EDITOR'S NOTE: Tomorrow will be a no-newsletter day (heading out for a morning tour of Industry City on the Brooklyn waterfront!). We'll be back Wednesday, April 20.

•   Urist reports on research "investigating the emotional toll of ugly architecture," and the "psychological cost of boring buildings."

•   Bakker and Brandwijk dig deep into Medellín's latest mega-project, where public participation is key in building an enormous urban park, upgrading ramshackle homes, and introducing public services and transit in the "remote informal settlements high up at the urban edge."

•   Farrelly, on the other hand, minces no words about what she thinks of a "scandalous" government "land-grab" of Sydney's Moore Park to build a stadium: what "sets this nutty scheme apart" is that "no-one wants it."

•   Wise wends his way through Abu Dhabi's "cultural Xanadu," a.k.a. Saadiyat Island: "while the museums have all been delayed, the year-old NYU campus is fully operational" (great pix).

•   Lamster bemoans that "Dallas architecture is a joke," and finds inspiration in some L.A. architects' "inventive residential projects for all income levels that are good business and that enhance the urban fabric - lessons that Dallas architects would do well to apply themselves."

•   Kamin parses a new plan for the Lucas Museum in Chicago that calls for the demolition of "a significant work of mid-20th-century modernism. It is hard to say 'no' to the prospect of 12 new acres of lakefront parkland," but "for every potential plus here, there is a potential minus."

•   Keegan calls to push the resent button on relocating the Lucas Museum by demolishing the "landmark quality" McCormick Place East: it's "a bone-headed idea - neither an example of good urban planning or architectural design."

•   Miami Beach nixes the Hadid-designed garage: a revised design met the city's budget, but "much of the flare and panache of the original design was stripped down or removed altogether" - now, new proposals will be sought.

•   Jahn lops 200 feet off his proposed Chicago skyscraper, so now it's only 73 stories (and NIMBYs have become YIMBYs).

•   Elkus Manfredi shaves off more floors and adds setbacks to its proposed "skinny tower" to reduce shadow impacts on the Boston Common - but there's a bigger issue.

•   PLP proposes an 80-story wooden skyscraper at the Barbican that "could become London's second tallest building, after The Shard, and the tallest wooden structure in the world."

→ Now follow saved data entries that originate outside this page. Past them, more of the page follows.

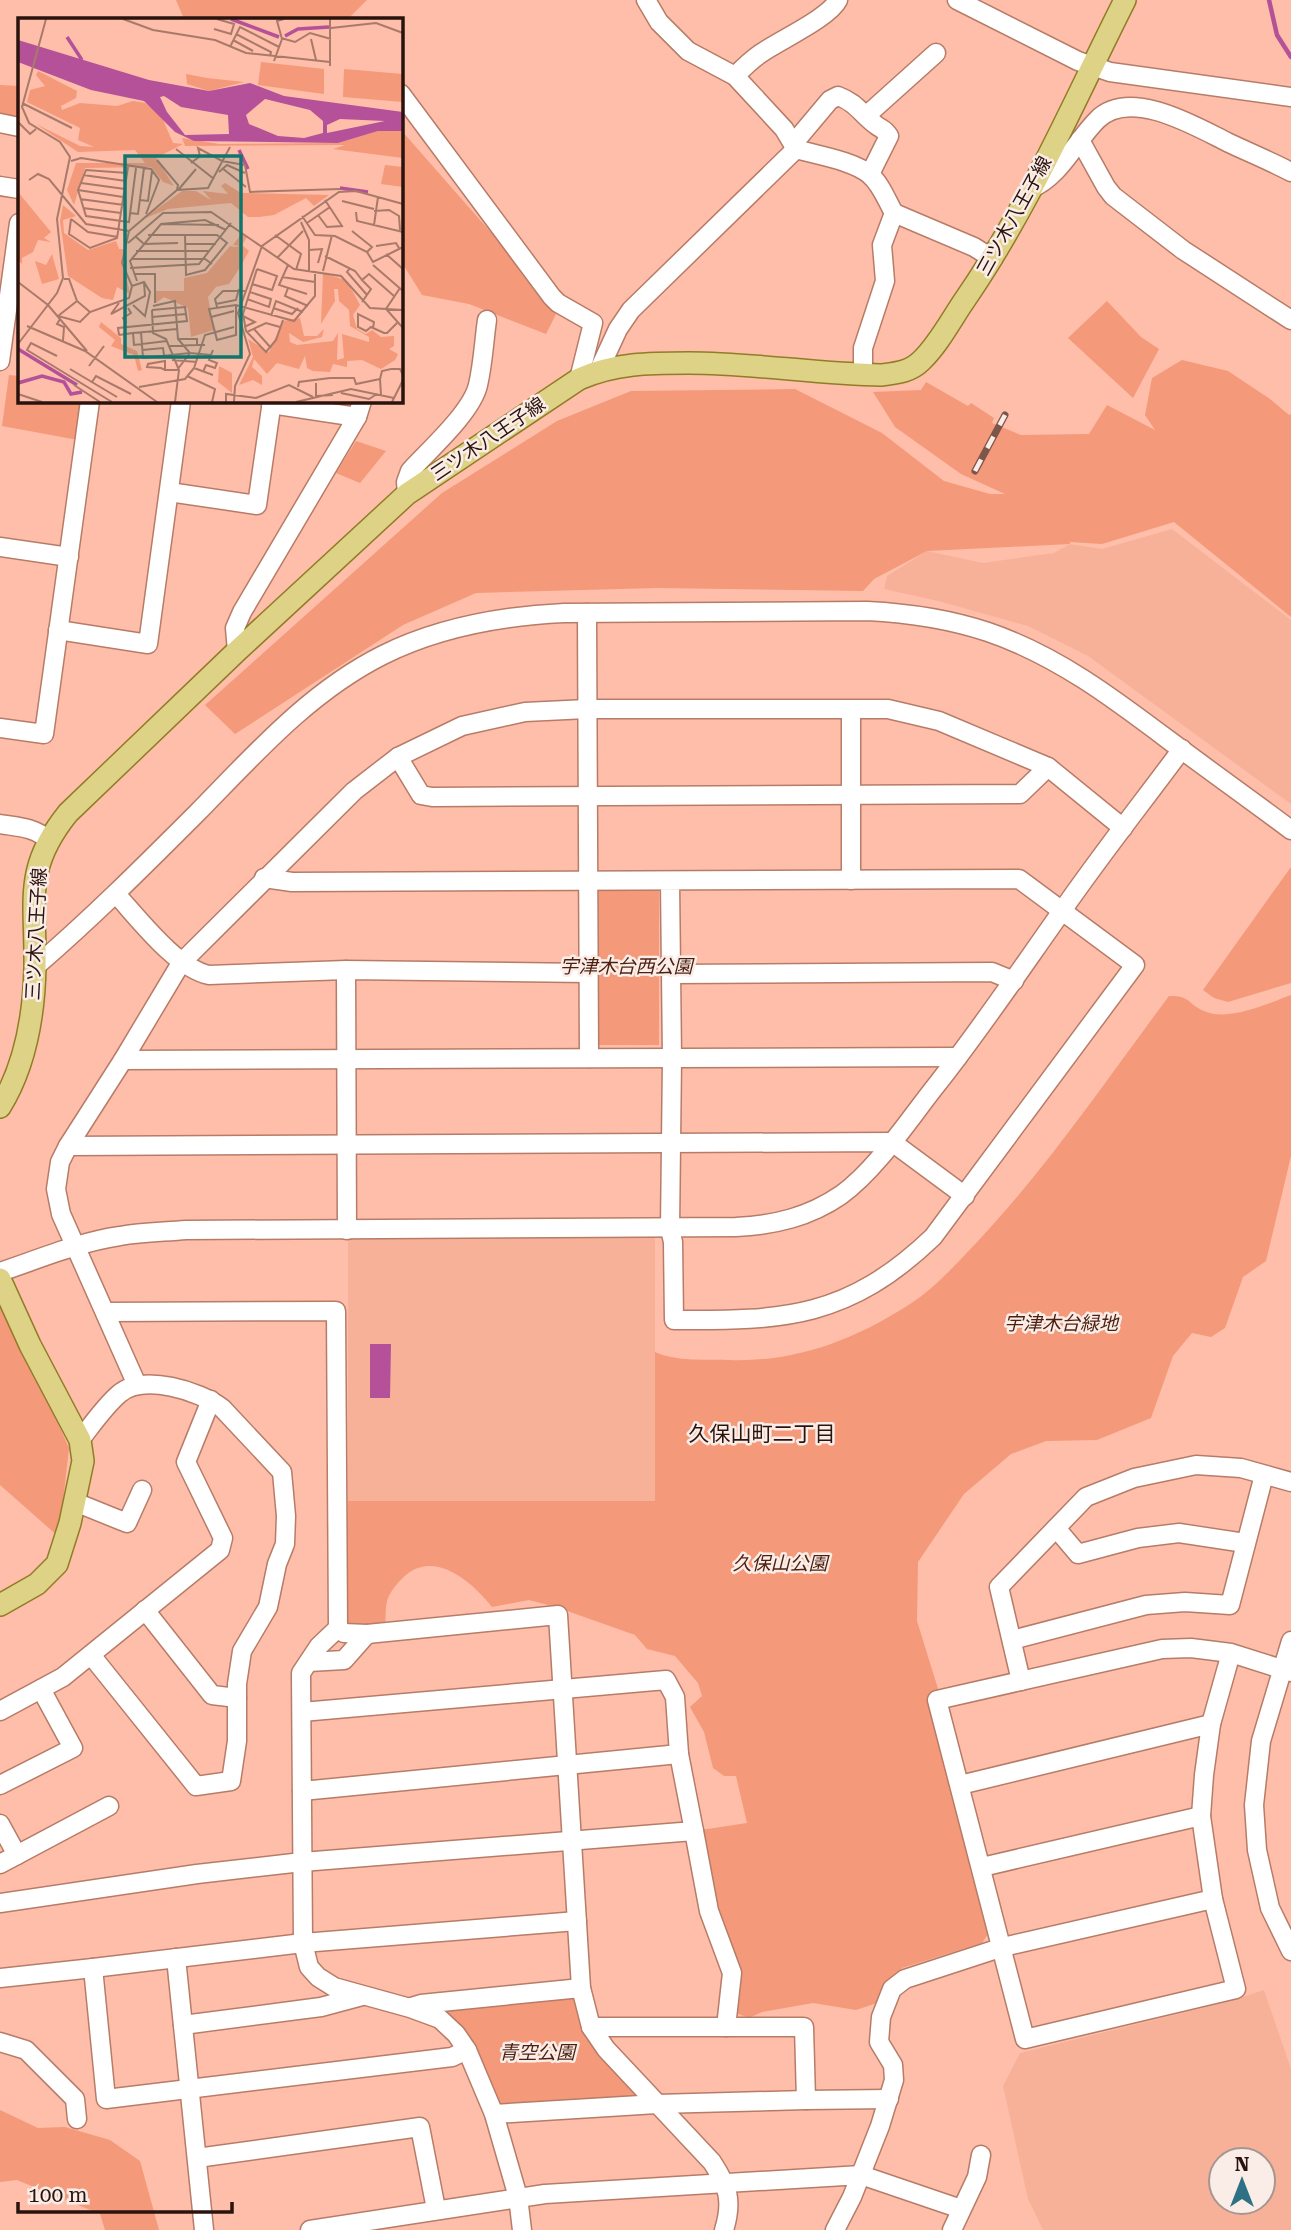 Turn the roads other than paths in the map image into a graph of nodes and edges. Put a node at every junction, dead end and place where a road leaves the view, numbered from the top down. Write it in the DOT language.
graph roads {
  1 [pos="646,0"];
  2 [pos="838,0"];
  3 [pos="957,0"];
  4 [pos="1125,0"];
  5 [pos="936,53"];
  6 [pos="1092,66"];
  7 [pos="735,76"];
  8 [pos="402,95"];
  9 [pos="1291,97"];
  10 [pos="867,115"];
  11 [pos="0,123"];
  12 [pos="18,127"];
  13 [pos="1080,141"];
  14 [pos="794,147"];
  15 [pos="1291,172"];
  16 [pos="870,174"];
  17 [pos="0,186"];
  18 [pos="18,189"];
  19 [pos="1030,189"];
  20 [pos="894,213"];
  21 [pos="18,227"];
  22 [pos="993,259"];
  23 [pos="6,278"];
  24 [pos="486,320"];
  25 [pos="1291,320"];
  26 [pos="0,361"];
  27 [pos="600,370"];
  28 [pos="863,375"];
  29 [pos="579,380"];
  30 [pos="90,402"];
  31 [pos="181,402"];
  32 [pos="271,403"];
  33 [pos="359,409"];
  34 [pos="169,492"];
  35 [pos="407,494"];
  36 [pos="0,547"];
  37 [pos="69,557"];
  38 [pos="587,613"];
  39 [pos="58,630"];
  40 [pos="237,651"];
  41 [pos="587,709"];
  42 [pos="851,710"];
  43 [pos="0,728"];
  44 [pos="1182,749"];
  45 [pos="398,757"];
  46 [pos="1048,767"];
  47 [pos="587,795"];
  48 [pos="850,795"];
  49 [pos="0,824"];
  50 [pos="1123,828"];
  51 [pos="1291,830"];
  52 [pos="48,840"];
  53 [pos="264,878"];
  54 [pos="851,880"];
  55 [pos="588,881"];
  56 [pos="670,881"];
  57 [pos="116,894"];
  58 [pos="1062,910"];
  59 [pos="181,963"];
  60 [pos="35,967"];
  61 [pos="346,970"];
  62 [pos="588,973"];
  63 [pos="672,974"];
  64 [pos="1014,981"];
  65 [pos="958,1057"];
  66 [pos="589,1058"];
  67 [pos="347,1059"];
  68 [pos="672,1059"];
  69 [pos="123,1060"];
  70 [pos="0,1107"];
  71 [pos="892,1142"];
  72 [pos="672,1143"];
  73 [pos="347,1145"];
  74 [pos="68,1146"];
  75 [pos="965,1196"];
  76 [pos="670,1229"];
  77 [pos="347,1230"];
  78 [pos="77,1246"];
  79 [pos="0,1272"];
  80 [pos="0,1279"];
  81 [pos="105,1312"];
  82 [pos="137,1385"];
  83 [pos="211,1400"];
  84 [pos="80,1440"];
  85 [pos="1264,1475"];
  86 [pos="1291,1482"];
  87 [pos="142,1490"];
  88 [pos="75,1502"];
  89 [pos="1056,1528"];
  90 [pos="1245,1543"];
  91 [pos="0,1605"];
  92 [pos="145,1610"];
  93 [pos="338,1628"];
  94 [pos="367,1634"];
  95 [pos="1012,1640"];
  96 [pos="1291,1642"];
  97 [pos="1231,1653"];
  98 [pos="91,1655"];
  99 [pos="309,1662"];
  100 [pos="1286,1671"];
  101 [pos="1021,1681"];
  102 [pos="41,1689"];
  103 [pos="563,1689"];
  104 [pos="237,1698"];
  105 [pos="0,1711"];
  106 [pos="302,1712"];
  107 [pos="1211,1724"];
  108 [pos="679,1754"];
  109 [pos="567,1765"];
  110 [pos="0,1785"];
  111 [pos="960,1785"];
  112 [pos="302,1791"];
  113 [pos="109,1806"];
  114 [pos="1201,1816"];
  115 [pos="0,1824"];
  116 [pos="694,1831"];
  117 [pos="572,1841"];
  118 [pos="17,1855"];
  119 [pos="302,1862"];
  120 [pos="0,1864"];
  121 [pos="982,1867"];
  122 [pos="1213,1899"];
  123 [pos="0,1903"];
  124 [pos="577,1921"];
  125 [pos="303,1943"];
  126 [pos="1003,1947"];
  127 [pos="1291,1951"];
  128 [pos="176,1958"];
  129 [pos="93,1968"];
  130 [pos="0,1978"];
  131 [pos="581,1988"];
  132 [pos="362,1996"];
  133 [pos="410,2008"];
  134 [pos="183,2025"];
  135 [pos="591,2027"];
  136 [pos="726,2027"];
  137 [pos="0,2042"];
  138 [pos="467,2050"];
  139 [pos="190,2090"];
  140 [pos="889,2099"];
  141 [pos="806,2100"];
  142 [pos="657,2104"];
  143 [pos="494,2114"];
  144 [pos="77,2119"];
  145 [pos="981,2155"];
  146 [pos="197,2158"];
  147 [pos="860,2175"];
  148 [pos="725,2182"];
  149 [pos="518,2197"];
  150 [pos="436,2209"];
  151 [pos="961,2209"];
  152 [pos="347,2227"];
  153 [pos="204,2230"];
  154 [pos="310,2230"];
  155 [pos="522,2230"];
  156 [pos="724,2230"];
  157 [pos="835,2230"];
  158 [pos="952,2230"];
  1 -- 7 [label="street"];
  2 -- 7 [label="street"];
  3 -- 6 [label="street"];
  4 -- 6 [label="main road, 三ツ木八王子線"];
  5 -- 10 [label="street"];
  6 -- 9 [label="street"];
  6 -- 19 [label="main road, 三ツ木八王子線"];
  7 -- 14 [label="street"];
  8 -- 29 [label="street"];
  10 -- 14 [label="street"];
  10 -- 16 [label="street"];
  11 -- 12 [label="street"];
  13 -- 15 [label="street"];
  13 -- 19 [label="street"];
  13 -- 25 [label="street"];
  14 -- 16 [label="street"];
  14 -- 27 [label="street"];
  16 -- 20 [label="street"];
  17 -- 18 [label="street"];
  19 -- 22 [label="main road, 三ツ木八王子線"];
  20 -- 22 [label="street"];
  20 -- 28 [label="street"];
  21 -- 23 [label="street"];
  22 -- 28 [label="main road, 三ツ木八王子線"];
  23 -- 26 [label="street"];
  24 -- 35 [label="street"];
  27 -- 28 [label="main road, 三ツ木八王子線"];
  27 -- 29 [label="main road, 三ツ木八王子線"];
  29 -- 35 [label="main road, 三ツ木八王子線"];
  30 -- 37 [label="street"];
  31 -- 34 [label="street"];
  32 -- 33 [label="street"];
  32 -- 34 [label="street"];
  33 -- 40 [label="street"];
  34 -- 39 [label="street"];
  35 -- 40 [label="main road, 三ツ木八王子線"];
  36 -- 37 [label="street"];
  37 -- 39 [label="street"];
  38 -- 41 [label="street"];
  38 -- 44 [label="street"];
  38 -- 57 [label="street"];
  39 -- 43 [label="street"];
  40 -- 52 [label="main road, 三ツ木八王子線"];
  41 -- 42 [label="street"];
  41 -- 45 [label="street"];
  41 -- 47 [label="street"];
  42 -- 46 [label="street"];
  42 -- 48 [label="street"];
  44 -- 50 [label="street"];
  44 -- 51 [label="street"];
  45 -- 47 [label="street"];
  45 -- 53 [label="street"];
  46 -- 48 [label="street"];
  46 -- 50 [label="street"];
  47 -- 48 [label="street"];
  47 -- 55 [label="street"];
  48 -- 54 [label="street"];
  49 -- 52 [label="street"];
  50 -- 58 [label="street"];
  52 -- 60 [label="main road, 三ツ木八王子線"];
  53 -- 55 [label="street"];
  53 -- 59 [label="street"];
  54 -- 56 [label="street"];
  54 -- 58 [label="street"];
  55 -- 56 [label="street"];
  55 -- 62 [label="street"];
  56 -- 63 [label="street"];
  57 -- 59 [label="street"];
  57 -- 60 [label="street"];
  58 -- 64 [label="street"];
  58 -- 75 [label="street"];
  59 -- 61 [label="street"];
  59 -- 69 [label="street"];
  60 -- 70 [label="main road, 三ツ木八王子線"];
  61 -- 62 [label="street"];
  61 -- 67 [label="street"];
  62 -- 66 [label="street"];
  63 -- 64 [label="street"];
  63 -- 68 [label="street"];
  64 -- 65 [label="street"];
  65 -- 68 [label="street"];
  65 -- 71 [label="street"];
  66 -- 67 [label="street"];
  66 -- 68 [label="street"];
  67 -- 69 [label="street"];
  67 -- 73 [label="street"];
  68 -- 72 [label="street"];
  69 -- 74 [label="street"];
  71 -- 72 [label="street"];
  71 -- 75 [label="street"];
  71 -- 76 [label="street"];
  72 -- 73 [label="street"];
  72 -- 76 [label="street"];
  73 -- 74 [label="street"];
  73 -- 77 [label="street"];
  74 -- 78 [label="street"];
  75 -- 76 [label="street"];
  76 -- 77 [label="street"];
  77 -- 78 [label="street"];
  78 -- 79 [label="street"];
  78 -- 81 [label="street"];
  80 -- 84 [label="main road"];
  81 -- 82 [label="street"];
  81 -- 93 [label="street"];
  82 -- 83 [label="street"];
  82 -- 84 [label="street"];
  83 -- 92 [label="street"];
  83 -- 104 [label="street"];
  84 -- 88 [label="main road"];
  85 -- 86 [label="street"];
  85 -- 89 [label="street"];
  85 -- 90 [label="street"];
  87 -- 88 [label="street"];
  88 -- 91 [label="main road"];
  89 -- 90 [label="street"];
  89 -- 95 [label="street"];
  90 -- 95 [label="street"];
  92 -- 98 [label="street"];
  92 -- 104 [label="street"];
  93 -- 94 [label="street"];
  93 -- 99 [label="street"];
  94 -- 99 [label="street"];
  94 -- 103 [label="street"];
  95 -- 101 [label="street"];
  96 -- 100 [label="street"];
  97 -- 100 [label="street"];
  97 -- 101 [label="street"];
  97 -- 107 [label="street"];
  98 -- 102 [label="street"];
  98 -- 104 [label="street"];
  99 -- 106 [label="street"];
  100 -- 127 [label="street"];
  101 -- 111 [label="street"];
  102 -- 105 [label="street"];
  102 -- 110 [label="street"];
  103 -- 106 [label="street"];
  103 -- 108 [label="street"];
  103 -- 109 [label="street"];
  106 -- 112 [label="street"];
  107 -- 111 [label="street"];
  107 -- 114 [label="street"];
  108 -- 109 [label="street"];
  108 -- 116 [label="street"];
  109 -- 112 [label="street"];
  109 -- 117 [label="street"];
  111 -- 121 [label="street"];
  112 -- 119 [label="street"];
  113 -- 118 [label="street"];
  114 -- 121 [label="street"];
  114 -- 122 [label="street"];
  115 -- 118 [label="street"];
  116 -- 117 [label="street"];
  116 -- 136 [label="street"];
  117 -- 119 [label="street"];
  117 -- 124 [label="street"];
  118 -- 120 [label="street"];
  119 -- 123 [label="street"];
  119 -- 125 [label="street"];
  121 -- 126 [label="street"];
  122 -- 126 [label="street"];
  122 -- 126 [label="street"];
  124 -- 125 [label="street"];
  124 -- 131 [label="street"];
  125 -- 128 [label="street"];
  125 -- 132 [label="street"];
  126 -- 140 [label="street"];
  128 -- 129 [label="street"];
  128 -- 134 [label="street"];
  129 -- 130 [label="street"];
  129 -- 139 [label="street"];
  131 -- 133 [label="street"];
  131 -- 135 [label="street"];
  132 -- 133 [label="street"];
  132 -- 134 [label="street"];
  133 -- 138 [label="street"];
  134 -- 139 [label="street"];
  135 -- 136 [label="street"];
  135 -- 142 [label="street"];
  136 -- 141 [label="street"];
  137 -- 144 [label="street"];
  138 -- 139 [label="street"];
  138 -- 143 [label="street"];
  139 -- 146 [label="street"];
  140 -- 141 [label="street"];
  140 -- 147 [label="street"];
  141 -- 142 [label="street"];
  142 -- 143 [label="street"];
  142 -- 148 [label="street"];
  143 -- 149 [label="street"];
  145 -- 151 [label="street"];
  146 -- 150 [label="street"];
  146 -- 153 [label="street"];
  147 -- 148 [label="street"];
  147 -- 151 [label="street"];
  147 -- 157 [label="street"];
  148 -- 149 [label="street"];
  148 -- 156 [label="street"];
  149 -- 150 [label="street"];
  149 -- 155 [label="street"];
  150 -- 152 [label="street"];
  151 -- 158 [label="street"];
  152 -- 154 [label="street"];
}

•   3XN snags its first North American project - a "new vertical neighborhood" for Bayside Toronto on Queens Quay East.

•   An uncertain future for Breuer's Central Library in Atlanta: "Although the building is listed on the 2010 World Monuments Watch List of Most Endangered Sites, its fate remains undecided, for now."

•   Wood has high hopes that MoMA closing its design galleries won't "mean the death or diminishing importance" of the fields: "If done correctly, the reorganization could elevate rather than diminish the status of architecture and design."

•   Eyefuls of Architizer's the 2016 A+Awards (all 200 of 'em!).

•   Two we couldn't resist: "fans of Modernist architecture may want to start saving their pennies now" - the Four Seasons is putting everything "up for grabs - even the silverware and banquettes."

•   Companies like Macy's, Heineken, and San Pellegrino may have to rethink their logos if Russia gets its way to copyright its "red star" symbol (will we have to toss our Christmas tree stars, too???).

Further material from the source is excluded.